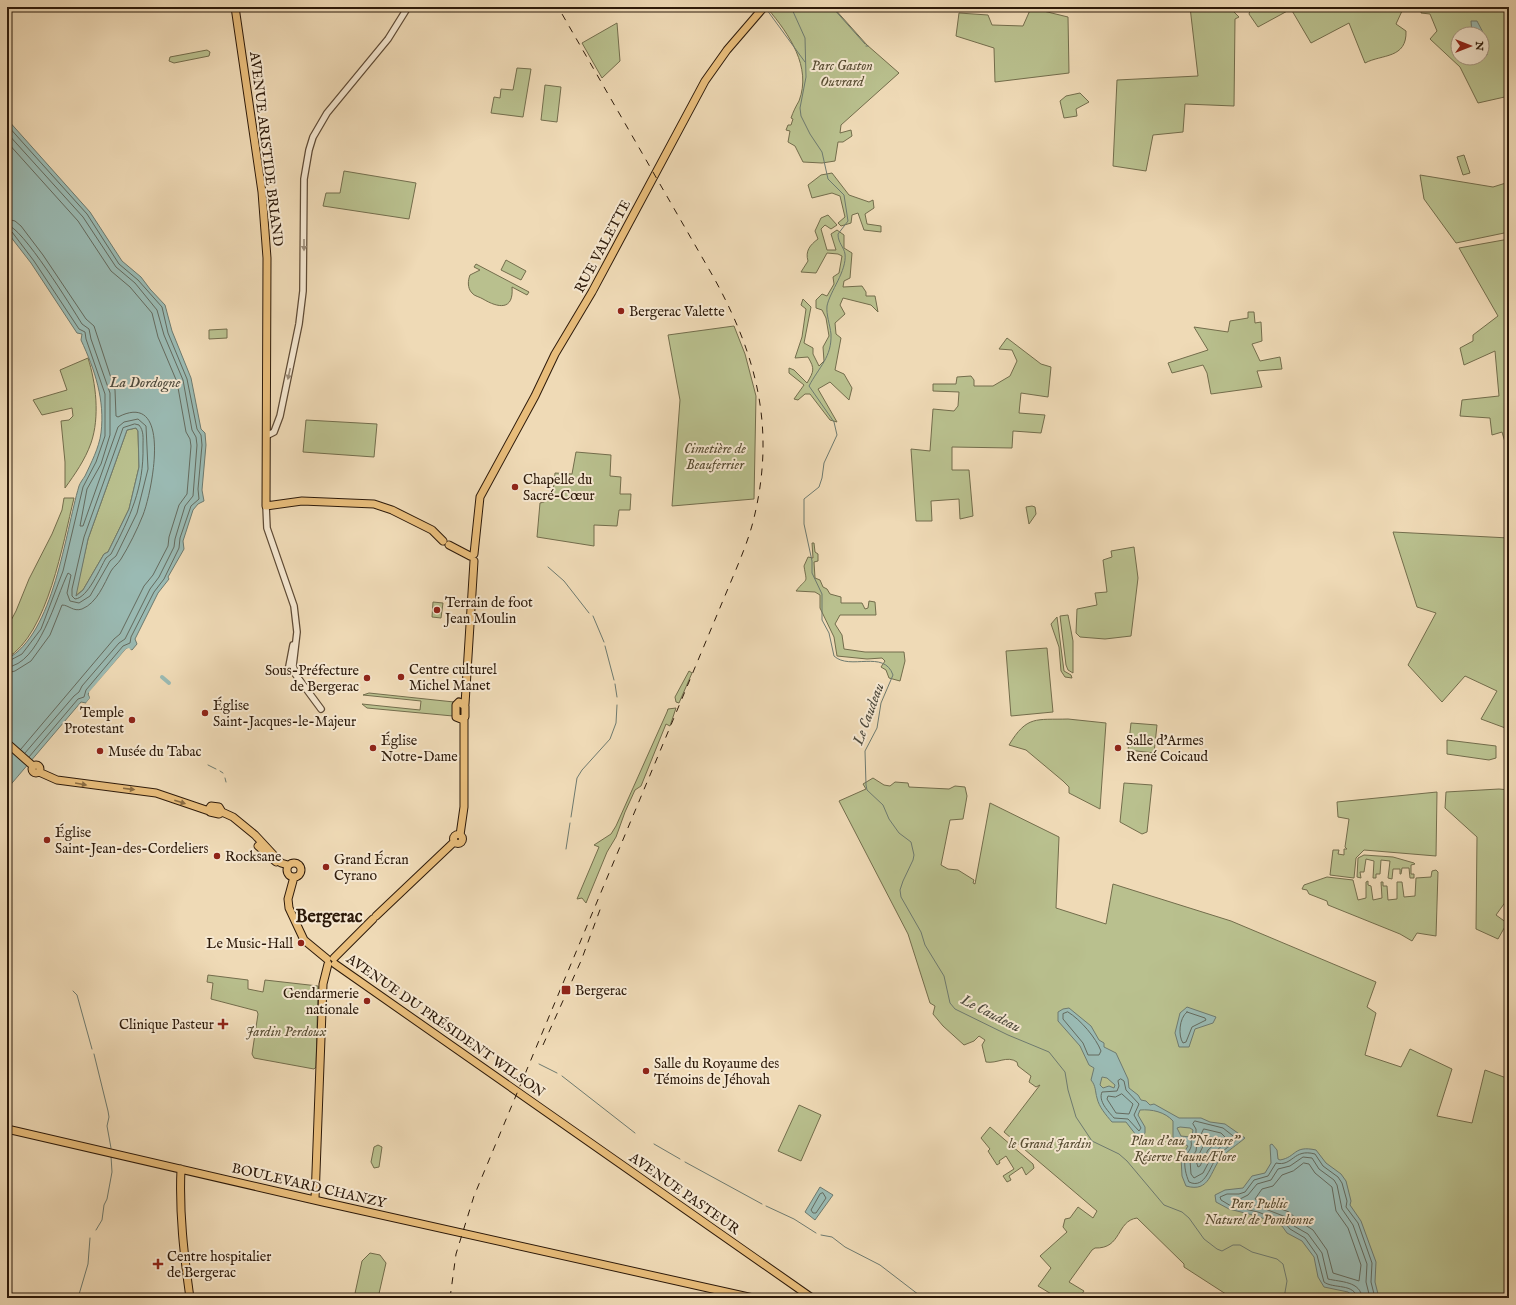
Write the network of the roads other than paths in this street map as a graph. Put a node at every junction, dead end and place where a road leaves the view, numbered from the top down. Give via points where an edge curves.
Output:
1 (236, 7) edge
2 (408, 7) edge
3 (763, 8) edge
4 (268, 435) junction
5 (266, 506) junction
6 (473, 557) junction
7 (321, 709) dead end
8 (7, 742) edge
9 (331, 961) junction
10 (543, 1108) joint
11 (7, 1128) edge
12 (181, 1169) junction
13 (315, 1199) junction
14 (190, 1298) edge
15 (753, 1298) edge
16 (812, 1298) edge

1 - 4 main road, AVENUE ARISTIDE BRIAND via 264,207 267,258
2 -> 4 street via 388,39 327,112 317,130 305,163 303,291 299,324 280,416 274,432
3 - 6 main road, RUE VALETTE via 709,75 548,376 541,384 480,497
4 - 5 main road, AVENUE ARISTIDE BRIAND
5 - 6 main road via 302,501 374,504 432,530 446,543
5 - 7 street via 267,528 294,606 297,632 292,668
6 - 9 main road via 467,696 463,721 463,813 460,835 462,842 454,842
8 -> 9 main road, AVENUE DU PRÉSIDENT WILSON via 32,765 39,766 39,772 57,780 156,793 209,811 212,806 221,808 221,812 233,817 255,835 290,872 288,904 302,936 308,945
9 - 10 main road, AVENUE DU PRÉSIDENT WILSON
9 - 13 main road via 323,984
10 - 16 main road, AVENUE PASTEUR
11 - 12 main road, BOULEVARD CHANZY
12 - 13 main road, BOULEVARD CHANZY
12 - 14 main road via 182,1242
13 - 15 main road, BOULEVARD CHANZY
• • •
_Exercise details:_
Skip every image and output the remaining records exactly.

_Answer to the problem:_
Write the network of the roads other than paths in this street map as a graph. Put a node at every junction, dead end and place where a road leaves the view, numbered from the top down. Give via points where an edge curves.
Output:
1 (236, 7) edge
2 (408, 7) edge
3 (763, 8) edge
4 (268, 435) junction
5 (266, 506) junction
6 (473, 557) junction
7 (321, 709) dead end
8 (7, 742) edge
9 (331, 961) junction
10 (543, 1108) joint
11 (7, 1128) edge
12 (181, 1169) junction
13 (315, 1199) junction
14 (190, 1298) edge
15 (753, 1298) edge
16 (812, 1298) edge

1 - 4 main road, AVENUE ARISTIDE BRIAND via 264,207 267,258
2 -> 4 street via 388,39 327,112 317,130 305,163 303,291 299,324 280,416 274,432
3 - 6 main road, RUE VALETTE via 709,75 548,376 541,384 480,497
4 - 5 main road, AVENUE ARISTIDE BRIAND
5 - 6 main road via 302,501 374,504 432,530 446,543
5 - 7 street via 267,528 294,606 297,632 292,668
6 - 9 main road via 467,696 463,721 463,813 460,835 462,842 454,842
8 -> 9 main road, AVENUE DU PRÉSIDENT WILSON via 32,765 39,766 39,772 57,780 156,793 209,811 212,806 221,808 221,812 233,817 255,835 290,872 288,904 302,936 308,945
9 - 10 main road, AVENUE DU PRÉSIDENT WILSON
9 - 13 main road via 323,984
10 - 16 main road, AVENUE PASTEUR
11 - 12 main road, BOULEVARD CHANZY
12 - 13 main road, BOULEVARD CHANZY
12 - 14 main road via 182,1242
13 - 15 main road, BOULEVARD CHANZY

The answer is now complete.